Die Sauciere in der Kirche

In Schwetzingen ist eine Ausstellung dem Thema »Reinlichkeit bei bey Hofe« gewidmet

  • Julia Schweizer, dpa
  • Lesedauer: 2 Min.
300 Exponate rund um die Themen Toilette, Waschen und Frisieren sind im Schwetzinger Schloss (Baden-Württemberg) zu sehen. Die Geschichten dazu sind oft pikant.

Schwetzingen. Kleine Blumen, ein goldfarbener Rand und ein elegant geschwungener Henkel mit einer Muschel, um dem Daumen Halt zu geben: Das Porzellangefäß sieht eigentlich aus wie eine Sauciere - doch in dem sonst selten zu sehenden Ausstellungsstück war vor rund 250 Jahren eine ganz andere Flüssigkeit. Das sogenannte Bourdalou war quasi ein Urinal für Frauen - ergonomisch geformt, versteht sich.
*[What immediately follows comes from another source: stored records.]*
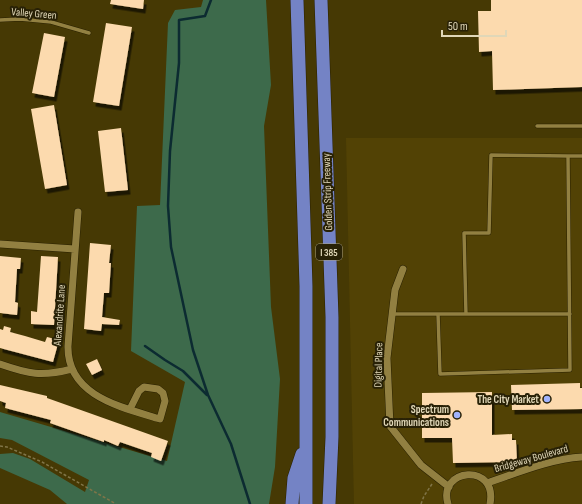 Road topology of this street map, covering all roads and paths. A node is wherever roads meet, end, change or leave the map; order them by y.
1 (297, 0) edge
2 (321, 0) edge
3 (0, 20) edge
4 (89, 32) dead end
5 (537, 126) dead end
6 (582, 126) edge
7 (568, 156) junction
8 (582, 156) edge
9 (78, 212) dead end
10 (0, 244) edge
11 (75, 249) junction
12 (403, 269) dead end
13 (392, 314) junction
14 (438, 314) junction
15 (466, 314) junction
16 (570, 314) junction
17 (0, 364) edge
18 (72, 369) junction
19 (130, 409) junction
20 (306, 443) junction
21 (0, 446) edge
22 (582, 457) edge
23 (437, 478) junction
24 (487, 483) junction
25 (449, 487) junction
26 (116, 504) edge
27 (292, 504) edge
28 (306, 504) edge
29 (329, 504) edge
30 (420, 504) edge
31 (448, 504) edge
32 (490, 504) edge

1 - 20 highway, I 385
2 - 29 highway, Golden Strip Freeway / I 385
3 - 4 lane, Valley Green
5 - 6 lane
7 - 8 lane
7 - 15 lane
7 - 16 lane
9 - 11 street, Alexandrite Lane
10 - 11 street
11 - 18 street, Alexandrite Lane
12 - 13 street, Digital Place
13 - 14 lane
13 - 23 street, Digital Place
14 - 15 lane
14 - 16 lane
15 - 16 lane
17 - 18 street
18 - 19 street, Alexandrite Lane
19 - 19 street, Alexandrite Lane
20 - 27 highway
20 - 28 highway, I 385
21 - 26 path
22 - 24 street, Bridgeway Boulevard
23 - 25 street, Digital Place
23 - 30 path
24 - 25 street
24 - 32 street
25 - 31 street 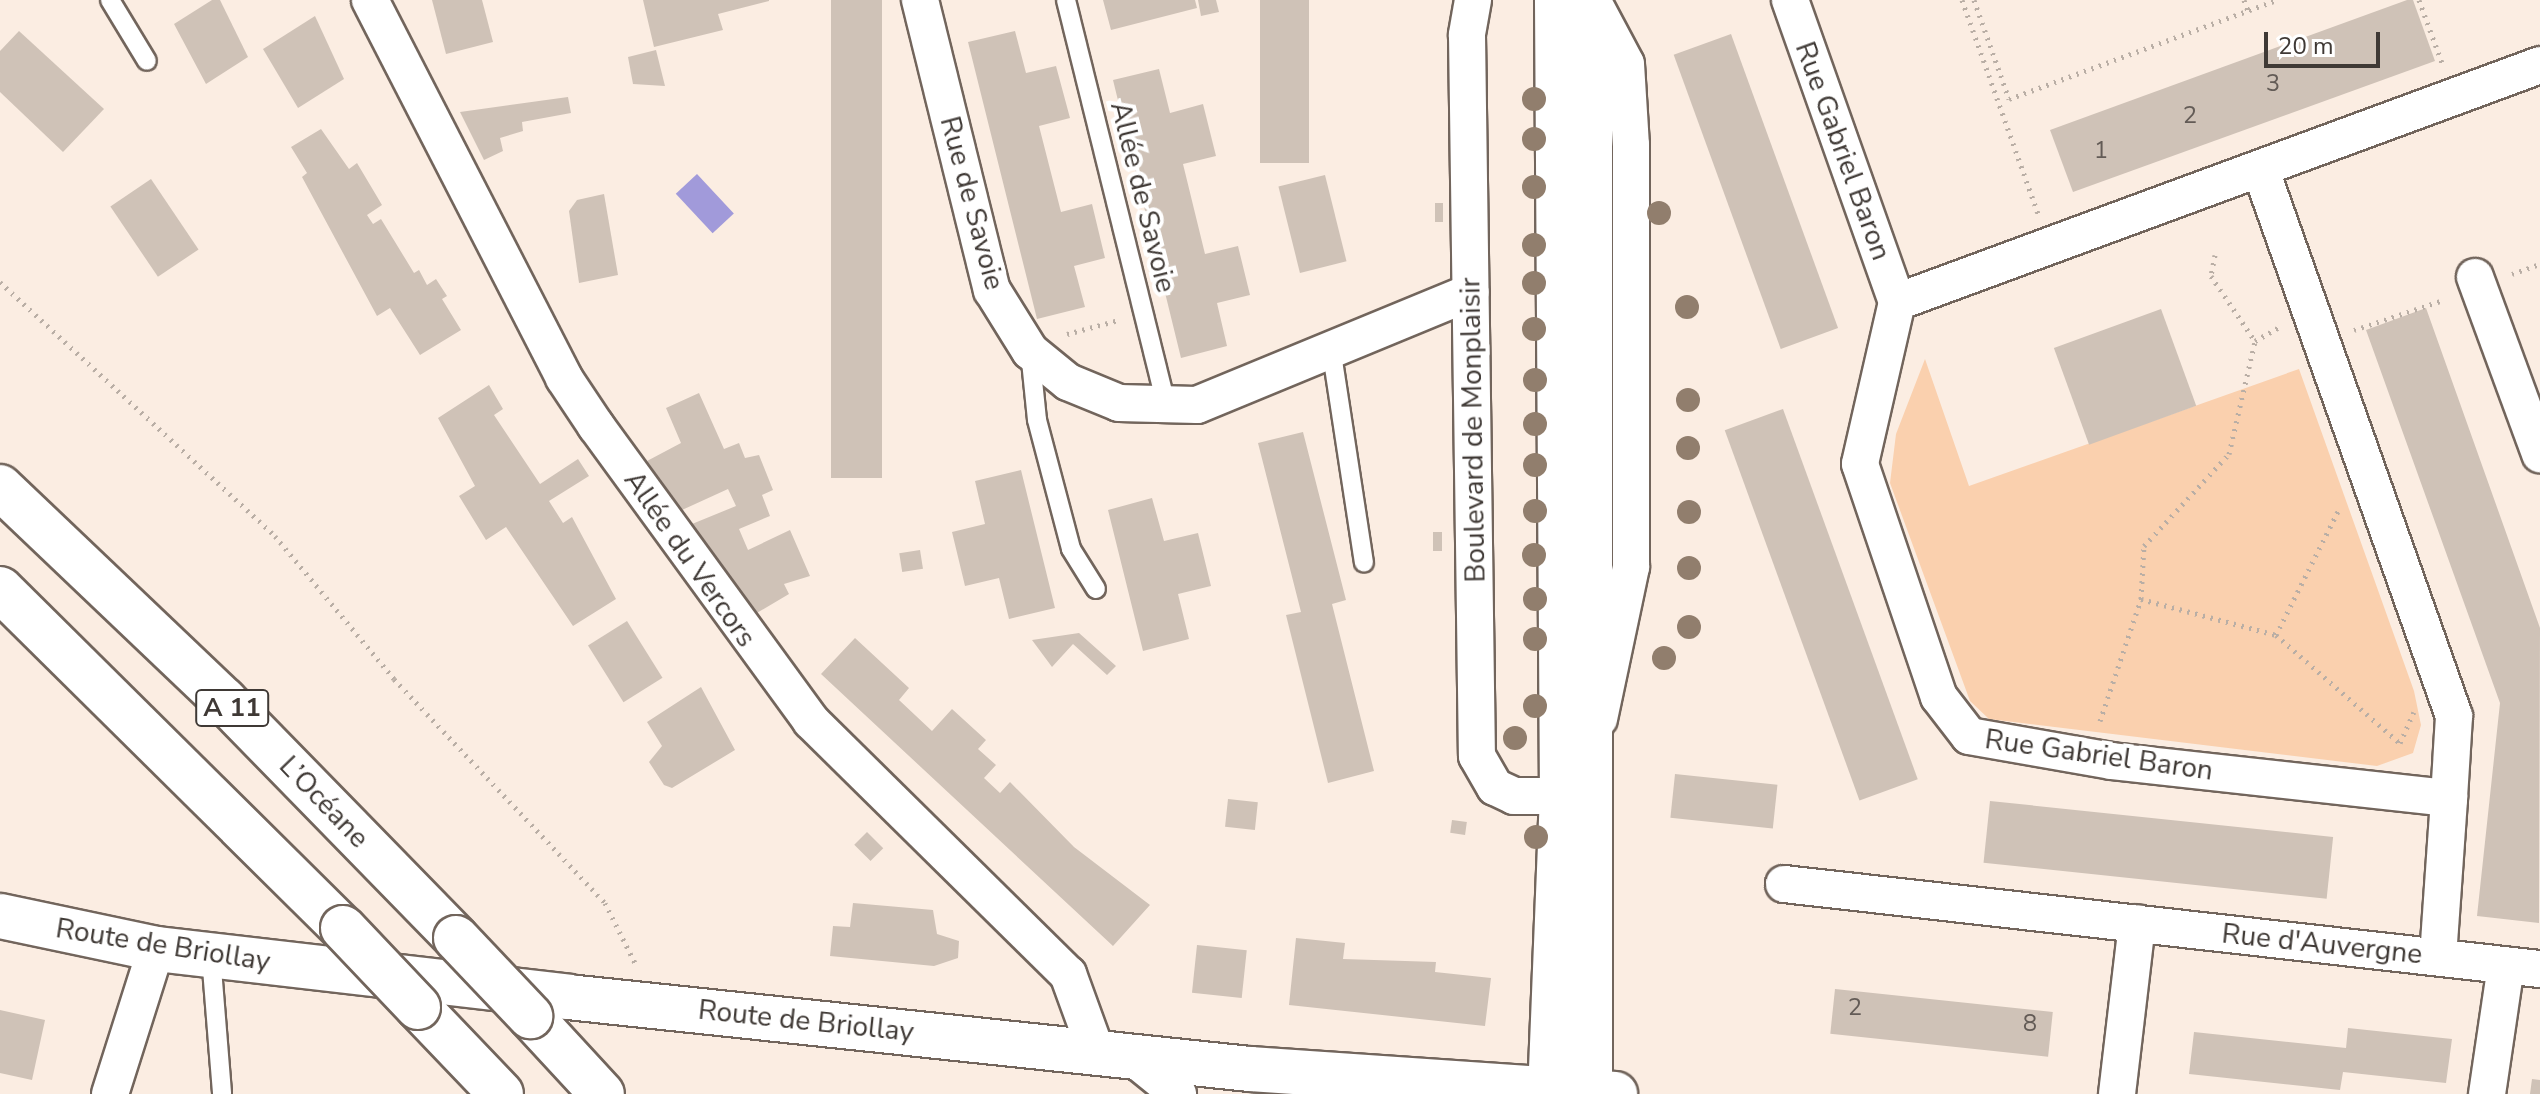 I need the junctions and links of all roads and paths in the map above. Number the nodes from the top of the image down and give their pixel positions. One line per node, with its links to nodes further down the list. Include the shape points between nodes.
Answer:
1 (110, 0): 16 (lane)
2 (370, 0): 54 (street, Allée du Vercors, via 564,378 596,426 811,721 1068,974)
3 (920, 0): 31 (street, Rue de Savoie, via 992,290)
4 (1066, 0): 27 (lane, Allée de Savoie)
5 (1473, 0): 25 (street, Boulevard de Monplaisir, via 1467,35)
6 (1557, 0): 44 (main road)
7 (1591, 0): 44 (main road, via 1593,736)
8 (1790, 0): 26 (street, Rue Gabriel Baron)
9 (1962, 0): 20 (path)
10 (1984, 0): 14 (path)
11 (2244, 0): 15 (path)
12 (2276, 0): 15 (path)
13 (2419, 0): 18 (path)
14 (1974, 2): 15 (path, via 2009,99)
15 (2249, 14)
16 (147, 61)
17 (2540, 65): 19 (street)
18 (2448, 79)
19 (2260, 168): 26 (street); 45 (street, via 2454,716)
20 (2041, 224)
21 (2215, 255): 30 (path, via 2211,276)
22 (2540, 264): 24 (path)
23 (0, 282): 53 (path, via 275,536 394,679 605,903 630,942)
24 (2477, 283): 29 (path); 34 (street)
25 (1471, 292): 32 (street, Rue de Savoie); 44 (street, Boulevard de Monplaisir, via 1477,756 1505,791)
26 (1897, 302): 45 (street, Rue Gabriel Baron, via 1860,464 1939,697 1969,736 2112,761)
27 (1143, 314): 31 (path); 33 (lane, Allée de Savoie)
28 (2287, 322): 30 (path)
29 (2338, 336)
30 (2255, 341): 40 (path, via 2229,454 2144,546)
31 (1044, 344): 33 (street, Rue de Savoie, via 1096,395); 39 (lane, via 1037,420 1071,549)
32 (1332, 354): 33 (street, Rue de Savoie, via 1197,405); 37 (lane)
33 (1167, 408)
34 (2540, 454)
35 (0, 487): 60 (main road, L’Océane / A 11, bridge, via 224,700)
36 (2347, 492): 41 (path)
37 (1364, 563)
38 (0, 589): 59 (main road, A 11, bridge, via 343,928)
39 (1096, 589)
40 (2141, 599): 41 (path); 43 (path)
41 (2276, 635): 42 (path, via 2400,743)
42 (2422, 704)
43 (2102, 711)
44 (1578, 797): 56 (main road)
45 (2449, 798): 51 (street)
46 (1784, 884): 48 (street, Rue d'Auvergne)
47 (0, 916): 49 (main road, Route de Briollay)
48 (2137, 923): 51 (street, Rue d'Auvergne); 62 (street)
49 (156, 949): 50 (main road, Route de Briollay); 57 (street)
50 (211, 956): 53 (main road, Route de Briollay); 58 (lane)
51 (2438, 957): 52 (street, Rue d'Auvergne)
52 (2523, 967): 63 (street, Rue d'Auvergne)
53 (639, 1004): 54 (main road, Route de Briollay)
54 (1113, 1053): 55 (main road, Route de Briollay); 61 (street)
55 (1249, 1082): 56 (main road, Route de Briollay)
56 (1579, 1093)
57 (110, 1094)
58 (222, 1094)
59 (501, 1094)
60 (602, 1094)
61 (1178, 1094)
62 (2117, 1094)
63 (2487, 1094) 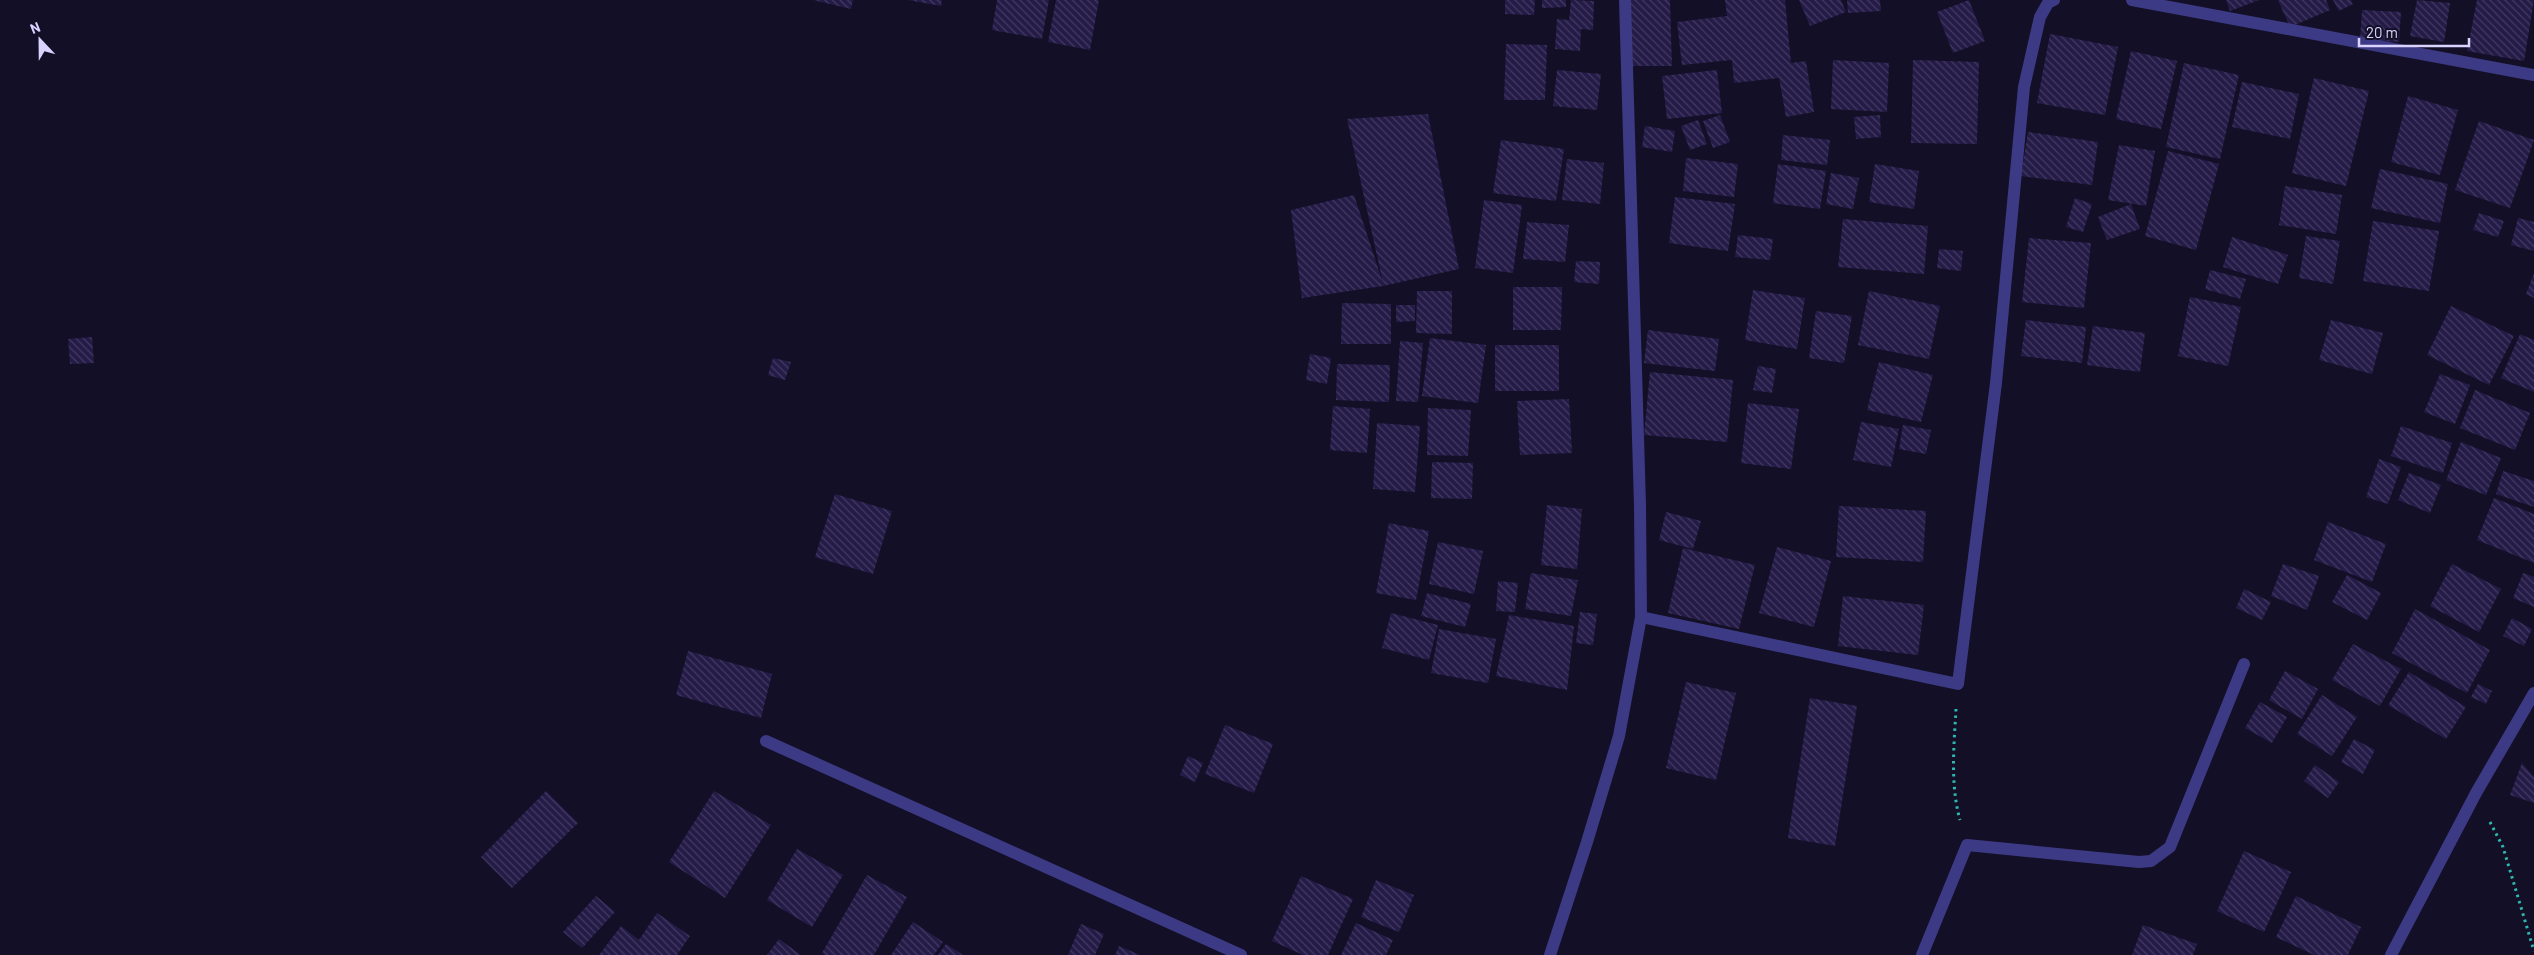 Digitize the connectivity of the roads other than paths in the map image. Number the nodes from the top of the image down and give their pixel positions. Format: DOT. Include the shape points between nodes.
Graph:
graph roads {
  1 [pos="1625,0"];
  2 [pos="2054,0"];
  3 [pos="2132,0"];
  4 [pos="2187,5"];
  5 [pos="2534,75"];
  6 [pos="1641,617"];
  7 [pos="2244,664"];
  8 [pos="2534,693"];
  9 [pos="766,741"];
  10 [pos="1241,955"];
  11 [pos="1550,955"];
  12 [pos="1922,955"];
  13 [pos="2391,955"];
  1 -- 6 [label="street"];
  2 -- 6 [label="street" via="2048,3 2040,17 2024,87 1996,383 1958,684"];
  3 -- 4 [label="street"];
  4 -- 5 [label="street"];
  6 -- 11 [label="street" via="1618,736"];
  7 -- 12 [label="street" via="2170,847 2151,861 2138,862 1966,845"];
  8 -- 13 [label="street" via="2476,793"];
  9 -- 10 [label="street"];
}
Und »exquisit bemalt«, sagt Volker Brinkmann.

Der Kunsthändler leiht der Ausstellung »Das stille Örtchen - Tabu und Reinlichkeit bey Hofe« im Schwetzinger Schloss in Baden-Württemberg sein Bourdalou für rund vier Monate aus. Erfunden worden sein soll es wegen Jesuitenpater Louis Bourdaloue, der am Hof des französischen Königs Ludwig XIV. als Geistlicher oft lange Predigten hielt. Weil diese so fesselnd gewesen sein sollen, dass viele Frauen die Kirche nicht einmal für ihre Notdurft verlassen wollten, nahmen sie die kleinen Nachttöpfe mit, die man unter den weiten Röcken auch im Stehen benutzen konnte.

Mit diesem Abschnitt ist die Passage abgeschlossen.